Exercise material:
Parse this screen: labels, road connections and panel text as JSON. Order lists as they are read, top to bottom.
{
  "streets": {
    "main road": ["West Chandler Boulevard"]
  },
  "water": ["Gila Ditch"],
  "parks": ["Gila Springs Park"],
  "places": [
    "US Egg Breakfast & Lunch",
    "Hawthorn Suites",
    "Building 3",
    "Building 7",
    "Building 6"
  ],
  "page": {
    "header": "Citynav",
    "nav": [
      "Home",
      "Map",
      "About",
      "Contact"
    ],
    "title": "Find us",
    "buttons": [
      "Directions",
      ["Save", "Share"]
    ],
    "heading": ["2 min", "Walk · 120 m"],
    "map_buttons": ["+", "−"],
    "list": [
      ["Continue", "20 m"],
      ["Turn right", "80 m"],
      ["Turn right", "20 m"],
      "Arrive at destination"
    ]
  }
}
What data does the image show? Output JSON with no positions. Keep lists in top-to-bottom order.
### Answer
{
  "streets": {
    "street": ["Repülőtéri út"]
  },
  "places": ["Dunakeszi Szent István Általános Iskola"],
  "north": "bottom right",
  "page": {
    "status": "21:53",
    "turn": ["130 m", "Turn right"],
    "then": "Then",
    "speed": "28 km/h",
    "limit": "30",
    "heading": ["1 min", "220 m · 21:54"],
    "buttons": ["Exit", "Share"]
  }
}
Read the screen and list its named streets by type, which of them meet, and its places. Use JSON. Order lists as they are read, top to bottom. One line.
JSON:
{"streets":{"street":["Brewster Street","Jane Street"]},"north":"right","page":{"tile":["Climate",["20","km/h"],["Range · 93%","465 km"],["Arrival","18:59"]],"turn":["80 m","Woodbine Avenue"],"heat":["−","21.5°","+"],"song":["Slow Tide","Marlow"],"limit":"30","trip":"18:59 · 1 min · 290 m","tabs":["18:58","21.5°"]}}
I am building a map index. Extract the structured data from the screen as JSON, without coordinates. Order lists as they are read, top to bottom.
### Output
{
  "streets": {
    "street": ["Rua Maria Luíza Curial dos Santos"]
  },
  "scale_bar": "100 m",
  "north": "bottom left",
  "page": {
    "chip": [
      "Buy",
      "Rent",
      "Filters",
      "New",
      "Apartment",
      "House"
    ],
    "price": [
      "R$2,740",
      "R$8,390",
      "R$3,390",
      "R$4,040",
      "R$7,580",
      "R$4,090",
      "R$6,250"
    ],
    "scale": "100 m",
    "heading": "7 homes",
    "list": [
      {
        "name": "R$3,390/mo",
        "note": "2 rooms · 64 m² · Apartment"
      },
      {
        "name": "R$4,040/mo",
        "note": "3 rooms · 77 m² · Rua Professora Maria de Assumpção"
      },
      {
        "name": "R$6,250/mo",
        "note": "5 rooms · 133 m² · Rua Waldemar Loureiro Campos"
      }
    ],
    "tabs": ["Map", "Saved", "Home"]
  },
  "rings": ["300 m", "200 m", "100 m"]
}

What is being asked: Repeat the data in full, matching each line exactly.

Answer to the problem:
Parse this screen: labels, road connections and panel text as JSON. Order lists as they are read, top to bottom.
{
  "streets": {
    "main road": ["West Chandler Boulevard"]
  },
  "water": ["Gila Ditch"],
  "parks": ["Gila Springs Park"],
  "places": [
    "US Egg Breakfast & Lunch",
    "Hawthorn Suites",
    "Building 3",
    "Building 7",
    "Building 6"
  ],
  "page": {
    "header": "Citynav",
    "nav": [
      "Home",
      "Map",
      "About",
      "Contact"
    ],
    "title": "Find us",
    "buttons": [
      "Directions",
      ["Save", "Share"]
    ],
    "heading": ["2 min", "Walk · 120 m"],
    "map_buttons": ["+", "−"],
    "list": [
      ["Continue", "20 m"],
      ["Turn right", "80 m"],
      ["Turn right", "20 m"],
      "Arrive at destination"
    ]
  }
}
What data does the image show? Output JSON with no positions. Keep lists in top-to-bottom order.
### Answer
{
  "streets": {
    "street": ["Repülőtéri út"]
  },
  "places": ["Dunakeszi Szent István Általános Iskola"],
  "north": "bottom right",
  "page": {
    "status": "21:53",
    "turn": ["130 m", "Turn right"],
    "then": "Then",
    "speed": "28 km/h",
    "limit": "30",
    "heading": ["1 min", "220 m · 21:54"],
    "buttons": ["Exit", "Share"]
  }
}
Read the screen and list its named streets by type, which of them meet, and its places. Use JSON. Order lists as they are read, top to bottom. One line.
JSON:
{"streets":{"street":["Brewster Street","Jane Street"]},"north":"right","page":{"tile":["Climate",["20","km/h"],["Range · 93%","465 km"],["Arrival","18:59"]],"turn":["80 m","Woodbine Avenue"],"heat":["−","21.5°","+"],"song":["Slow Tide","Marlow"],"limit":"30","trip":"18:59 · 1 min · 290 m","tabs":["18:58","21.5°"]}}
I am building a map index. Extract the structured data from the screen as JSON, without coordinates. Order lists as they are read, top to bottom.
### Output
{
  "streets": {
    "street": ["Rua Maria Luíza Curial dos Santos"]
  },
  "scale_bar": "100 m",
  "north": "bottom left",
  "page": {
    "chip": [
      "Buy",
      "Rent",
      "Filters",
      "New",
      "Apartment",
      "House"
    ],
    "price": [
      "R$2,740",
      "R$8,390",
      "R$3,390",
      "R$4,040",
      "R$7,580",
      "R$4,090",
      "R$6,250"
    ],
    "scale": "100 m",
    "heading": "7 homes",
    "list": [
      {
        "name": "R$3,390/mo",
        "note": "2 rooms · 64 m² · Apartment"
      },
      {
        "name": "R$4,040/mo",
        "note": "3 rooms · 77 m² · Rua Professora Maria de Assumpção"
      },
      {
        "name": "R$6,250/mo",
        "note": "5 rooms · 133 m² · Rua Waldemar Loureiro Campos"
      }
    ],
    "tabs": ["Map", "Saved", "Home"]
  },
  "rings": ["300 m", "200 m", "100 m"]
}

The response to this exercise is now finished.